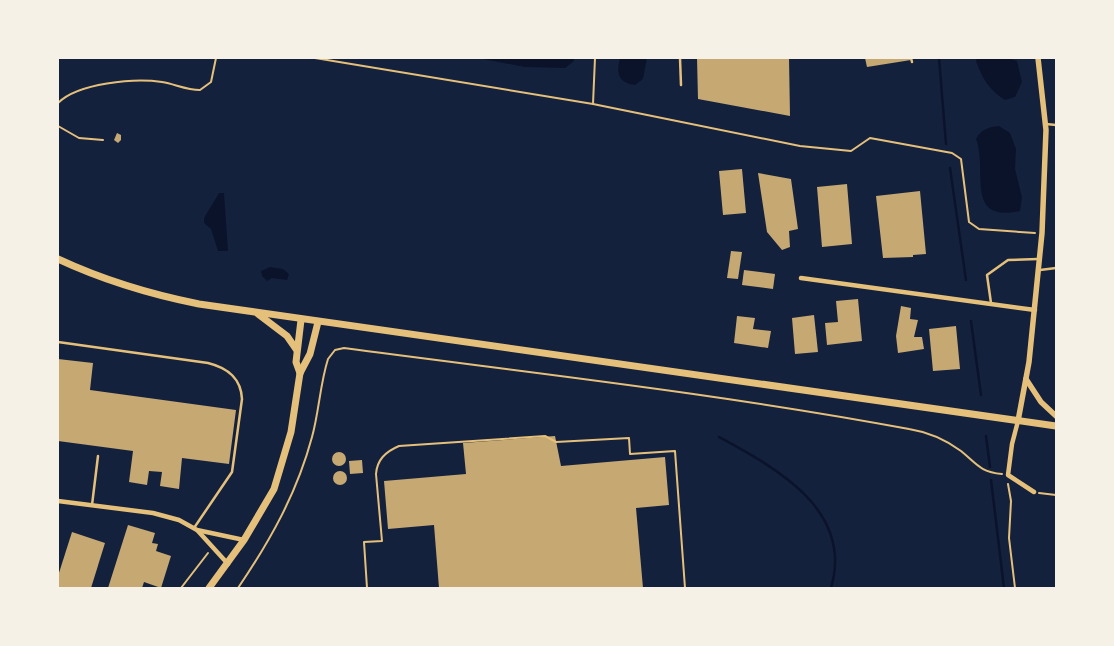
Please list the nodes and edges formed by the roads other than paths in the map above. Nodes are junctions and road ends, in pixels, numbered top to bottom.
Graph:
1 (680, 58) edge
2 (911, 58) edge
3 (1038, 58) edge
4 (912, 62) dead end
5 (681, 85) dead end
6 (1046, 124) junction
7 (1056, 125) edge
8 (58, 258) edge
9 (1040, 259) junction
10 (1056, 268) edge
11 (1038, 270) junction
12 (801, 278) dead end
13 (991, 304) junction
14 (1034, 310) junction
15 (258, 314) junction
16 (301, 320) junction
17 (318, 322) junction
18 (58, 342) edge
19 (296, 349) junction
20 (300, 373) junction
21 (1026, 379) junction
22 (1056, 416) edge
23 (1018, 421) junction
24 (1056, 426) edge
25 (98, 456) dead end
26 (1034, 492) road end
27 (58, 501) edge
28 (92, 505) junction
29 (196, 529) junction
30 (244, 540) junction
31 (228, 565) junction
32 (209, 588) edge

1 - 5 lane
2 - 4 lane
3 - 6 street
6 - 7 lane
6 - 9 street
8 - 15 main road
9 - 11 street
9 - 13 lane
10 - 11 lane
11 - 14 street
12 - 13 street
13 - 14 street
14 - 21 street
15 - 16 main road
15 - 19 main road
16 - 17 main road
16 - 19 main road
17 - 20 main road
17 - 23 main road
18 - 29 lane
19 - 20 main road
20 - 30 main road
21 - 22 street
21 - 23 street
23 - 24 main road
23 - 26 street
25 - 28 lane
27 - 28 street
28 - 29 street
29 - 30 street
29 - 31 street
30 - 31 main road
31 - 32 main road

◆ Exercise instructions: In the copy, keep every line of the data above exactly and drop each picture.

◆ Problem solution:
Please list the nodes and edges formed by the roads other than paths in the map above. Nodes are junctions and road ends, in pixels, numbered top to bottom.
Graph:
1 (680, 58) edge
2 (911, 58) edge
3 (1038, 58) edge
4 (912, 62) dead end
5 (681, 85) dead end
6 (1046, 124) junction
7 (1056, 125) edge
8 (58, 258) edge
9 (1040, 259) junction
10 (1056, 268) edge
11 (1038, 270) junction
12 (801, 278) dead end
13 (991, 304) junction
14 (1034, 310) junction
15 (258, 314) junction
16 (301, 320) junction
17 (318, 322) junction
18 (58, 342) edge
19 (296, 349) junction
20 (300, 373) junction
21 (1026, 379) junction
22 (1056, 416) edge
23 (1018, 421) junction
24 (1056, 426) edge
25 (98, 456) dead end
26 (1034, 492) road end
27 (58, 501) edge
28 (92, 505) junction
29 (196, 529) junction
30 (244, 540) junction
31 (228, 565) junction
32 (209, 588) edge

1 - 5 lane
2 - 4 lane
3 - 6 street
6 - 7 lane
6 - 9 street
8 - 15 main road
9 - 11 street
9 - 13 lane
10 - 11 lane
11 - 14 street
12 - 13 street
13 - 14 street
14 - 21 street
15 - 16 main road
15 - 19 main road
16 - 17 main road
16 - 19 main road
17 - 20 main road
17 - 23 main road
18 - 29 lane
19 - 20 main road
20 - 30 main road
21 - 22 street
21 - 23 street
23 - 24 main road
23 - 26 street
25 - 28 lane
27 - 28 street
28 - 29 street
29 - 30 street
29 - 31 street
30 - 31 main road
31 - 32 main road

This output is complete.